Clusia punctata

Scientific classification
- Kingdom: Plantae
- Clade: Tracheophytes
- Clade: Angiosperms
- Clade: Eudicots
- Clade: Rosids
- Order: Malpighiales
- Family: Clusiaceae
- Genus: Clusia
- Species: C. punctata
- Binomial name: Clusia punctata J.E.Nascim. & Bittrich

= Clusia punctata =

- Genus: Clusia
- Species: punctata
- Authority: J.E.Nascim. & Bittrich

Species of flowering plant

Clusia punctata is a species of tree in the family Clusiaceae. The species grows up to 10 m tall, and produces flowers and fruits in March and May. It is native to tepuis in southern Venezuela.
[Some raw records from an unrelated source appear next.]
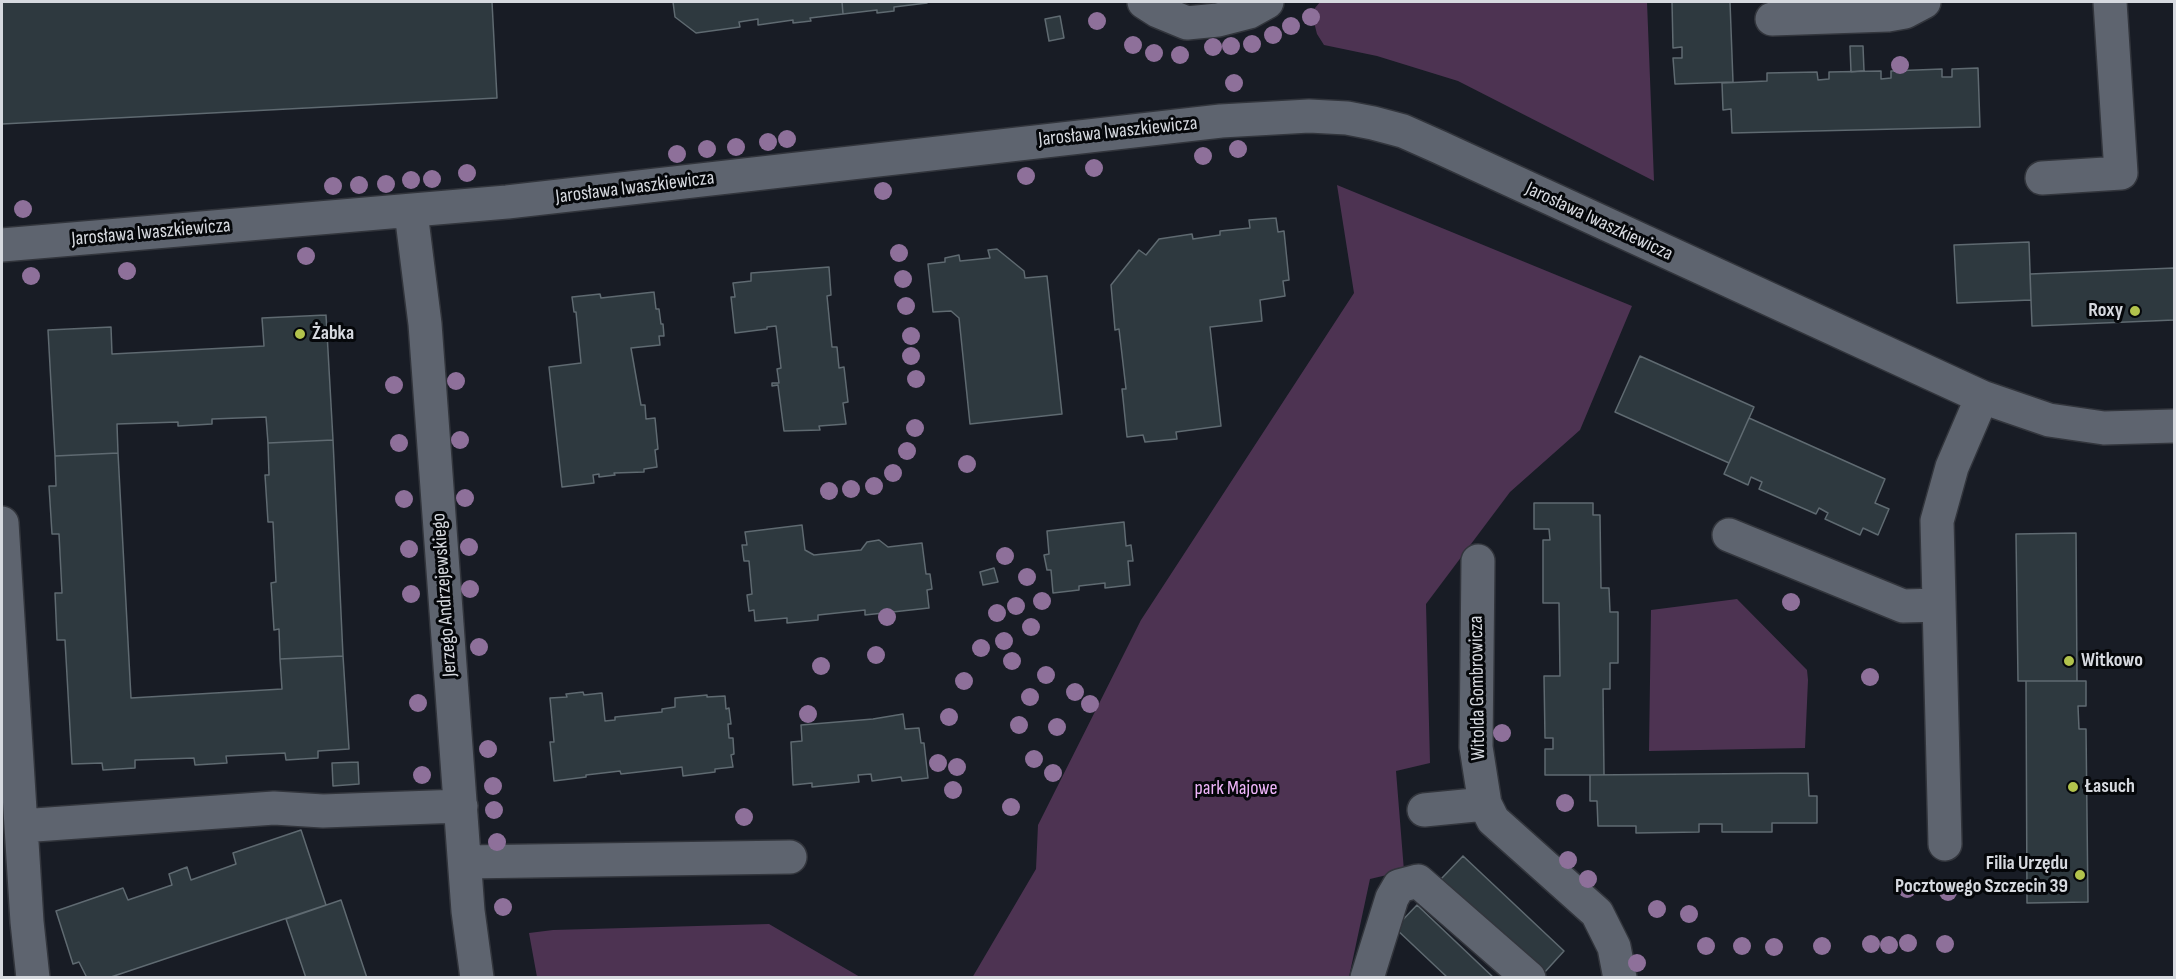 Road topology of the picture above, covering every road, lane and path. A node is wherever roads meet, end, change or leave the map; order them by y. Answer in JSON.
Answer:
{"nodes":[{"id":1,"x":1144,"y":2,"type":"edge"},
{"id":2,"x":1267,"y":2,"type":"edge"},
{"id":3,"x":1924,"y":2,"type":"edge"},
{"id":4,"x":2109,"y":2,"type":"edge"},
{"id":5,"x":1772,"y":19,"type":"dead end"},
{"id":6,"x":2042,"y":178,"type":"dead end"},
{"id":7,"x":411,"y":212,"type":"junction"},
{"id":8,"x":2,"y":245,"type":"edge"},
{"id":9,"x":1982,"y":398,"type":"junction"},
{"id":10,"x":2175,"y":426,"type":"edge"},
{"id":11,"x":2,"y":523,"type":"edge"},
{"id":12,"x":1729,"y":535,"type":"dead end"},
{"id":13,"x":1478,"y":561,"type":"dead end"},
{"id":14,"x":1939,"y":605,"type":"junction"},
{"id":15,"x":1485,"y":804,"type":"junction"},
{"id":16,"x":461,"y":806,"type":"junction"},
{"id":17,"x":1424,"y":810,"type":"dead end"},
{"id":18,"x":21,"y":826,"type":"junction"},
{"id":19,"x":1945,"y":844,"type":"dead end"},
{"id":20,"x":790,"y":857,"type":"dead end"},
{"id":21,"x":465,"y":862,"type":"junction"},
{"id":22,"x":33,"y":978,"type":"edge"},
{"id":23,"x":477,"y":978,"type":"edge"},
{"id":24,"x":1367,"y":978,"type":"edge"},
{"id":25,"x":1529,"y":978,"type":"edge"},
{"id":26,"x":1620,"y":978,"type":"edge"}],
"edges":[{"from":1,"to":2,"type":"street"},
{"from":3,"to":5,"type":"street"},
{"from":4,"to":6,"type":"street"},
{"from":7,"to":8,"type":"street","name":"Jarosława Iwaszkiewicza"},
{"from":7,"to":9,"type":"street","name":"Jarosława Iwaszkiewicza"},
{"from":7,"to":16,"type":"street","name":"Jerzego Andrzejewskiego"},
{"from":9,"to":10,"type":"street","name":"Jarosława Iwaszkiewicza"},
{"from":9,"to":14,"type":"street"},
{"from":11,"to":18,"type":"street"},
{"from":12,"to":14,"type":"street"},
{"from":13,"to":15,"type":"street","name":"Witolda Gombrowicza"},
{"from":14,"to":19,"type":"street"},
{"from":15,"to":17,"type":"street"},
{"from":15,"to":26,"type":"street","name":"Witolda Gombrowicza"},
{"from":16,"to":18,"type":"street"},
{"from":16,"to":21,"type":"street","name":"Jerzego Andrzejewskiego"},
{"from":18,"to":22,"type":"street"},
{"from":20,"to":21,"type":"street"},
{"from":21,"to":23,"type":"street","name":"Jerzego Andrzejewskiego"},
{"from":24,"to":25,"type":"street"}]}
Clusia punctata was described in 2019, and named for the brown glands on the underside of its leaves.

==Distribution==
Clusia punctata is native to the wet tropical biome of Venezuela. Specimens have been collected from tepuis in the southern Venezuelan states of Amazonas and Bolívar.

==Taxonomy==
Clusia punctata was described in 2019. The type specimens were collected in 1973, at an elevation of 1400 m, in the Pacaraima Mountains, Bolívar, Venezuela.

==Description==
Clusia punctata is a tree that grows up to 10 m high. It produces a white exudate.

The leaves measure 7-15 cm long by 3-7 cm wide. They are slightly leathery in texture, and elliptical in shape. The undersides of the leaves have visible glands. The leaf stalks are 1-2.5 cm long.

The flowers have four petals each, which are deciduous. Male inflorescences have around thirty flowers, whereas female inflorescences have around nine flowers. The inflorescences grow on 1-1.5 mm long stalks. The plant flowers from March to May.

The plant produces smooth, roughly spherical fruits, which are green when immature. The fruits are around 1.5 cm in size. The plant fruits fron March to May.

Clusia punctata is similar to Clusia donramonii.

==Etymology==
The specific name punctata is derived from Latin punctatus (dotted), referring to the brown glands visible on the underside of the leaves.